Minima Moralia. Размышления из поврежденной жизни | страница 67




64. Мораль и стиль. Как писатель на опыте убеждаешься в том, что чем точнее, осознаннее, соразмернее делу выражаешься, тем труднопостижимее считается результат твоего литературного труда, а вот если формулируешь мысль небрежно и безответственно, то тебя награждают определенным пониманием. Нисколько не поможет аскетическое воздержание от любых элементов профессионального языка, любых обращений к более не существующей образованности. Строгость и чистота языковых конструкций, даже при их крайней простоте, создадут лишь вакуум. Небрежность, скольжение по течению привычной речи считается знаком причастности и контакта: человек знает, чего хочет, потому что знает, чего хочет другой. Выражать свои мысли и следить за сутью, а не за коммуникацией, подозрительно: всё специфическое, всё, что не опирается на схематизм, предстает неуважительным, воспринимается как симптом оригинальничания, чуть ли не сумбурности. Современная логика, которая столь гордится своей ясностью, наивным образом восприняла подобное извращение в сфере обыденного языка. Расплывчатость выражения позволяет воспринимающему представлять приблизительно то, что для него приемлемо и что он и без того думает. Строгость выражения принуждает к однозначной интерпретации, к напряженному пониманию, от чего людей сознательно отучают, и, прежде чем донести какое-либо содержание, предполагает отказ от расхожих суждений, а вместе с этим некое самообособление, чему люди яростно сопротивляются. Они считают понятным лишь то, что им не надо даже понимать; лишь поистине отчужденное, лишь слово, несущее на себе отпечаток коммерции, трогает их как знакомое и близкое. Мало что способствует деморализации интеллектуалов больше, чем это. Тот, кто намерен избежать ее, должен за каждым призывом к тому, чтобы обращать внимание на доступность сообщения, видеть предательство по отношению к сообщаемому.

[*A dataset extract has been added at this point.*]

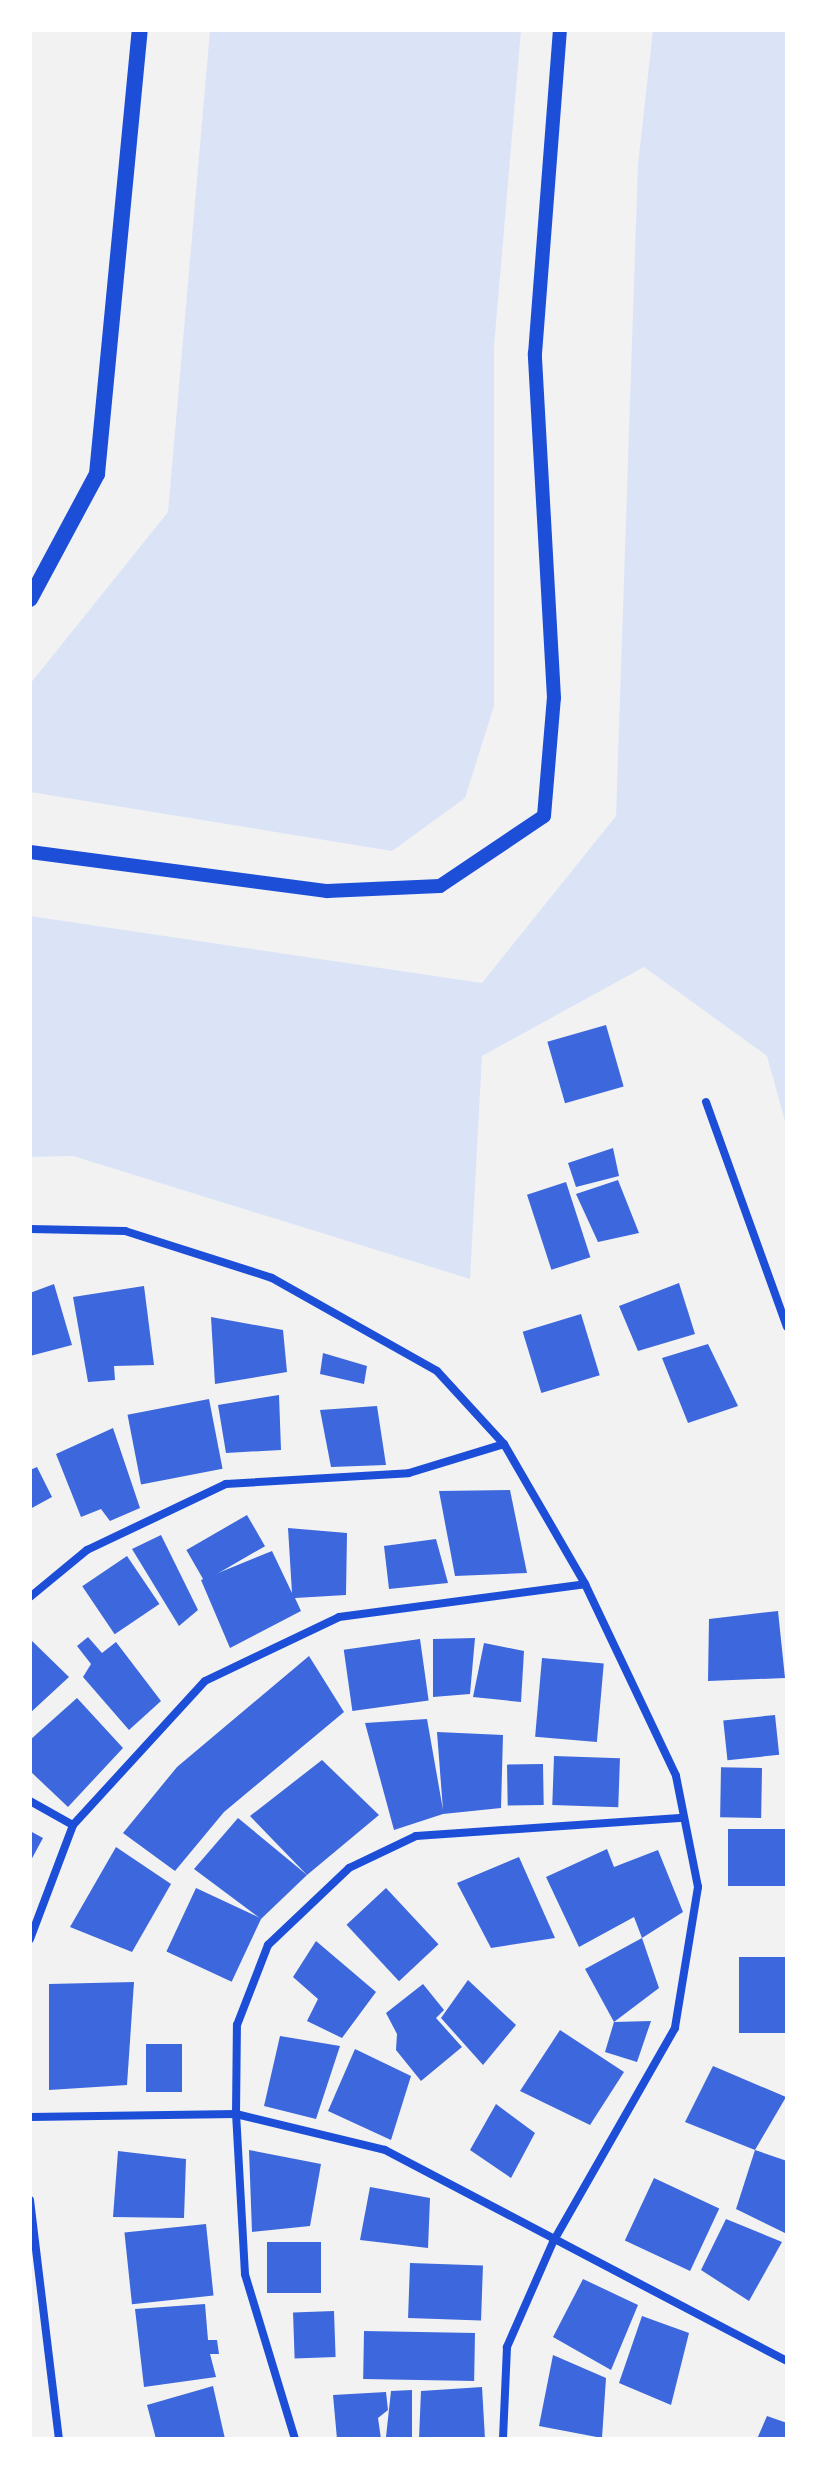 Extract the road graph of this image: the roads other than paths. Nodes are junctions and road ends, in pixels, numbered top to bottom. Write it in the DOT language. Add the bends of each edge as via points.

65. Зверская голодуха. Противопоставлять говоры рабочего люда литературному языку реакционно. Досужесть и даже высокомерие и заносчивость придали речи высшего слоя общества некую долю независимости и самодисциплины. Вследствие этого речь противопоставляется собственной социальной сфере. Она оборачивается против господ, которые пользуются ею всуе в своих приказах, и сама намеревается приказывать им, отказываясь служить их интересам. Однако в речи угнетенных одно лишь господство оставило свой след, да еще и лишило ее справедливости, которая обещает наделить неискалеченным, автономным словом всех, кто достаточно свободен, чтобы произнести его без rancune. Пролетарская речь продиктована голодом. Бедняк пережевывает слова, чтобы насытиться ими. От их объективного духа он ожидает сытной пищи, в которой ему отказывает общество; он набивает пустой рот. Так он мстит языку. Он оскверняет тело языка, которое ему не дают любить, и с бессильной силой воспроизводит тот позор, которому подвергли его самого. Даже лучшее в диалекте берлинского севера или языке лондонских кокни – меткость и природное остроумие – страдает тем, что оно, дабы выжить в отчаянном положении не отчаиваясь, высмеивает не только врага, но и самое себя и таким образом оправдывает устройство мира. Если письменная речь закрепляет классовое отчуждение, то это отчуждение нельзя отменить за счет регрессии до уровня разговорной речи, оно может потерять силу только вследствие строжайшей языковой объективности. Лишь говорение, которое снимает внутри себя письмо, освобождает человеческую речь от ложно приписываемой ей человечности.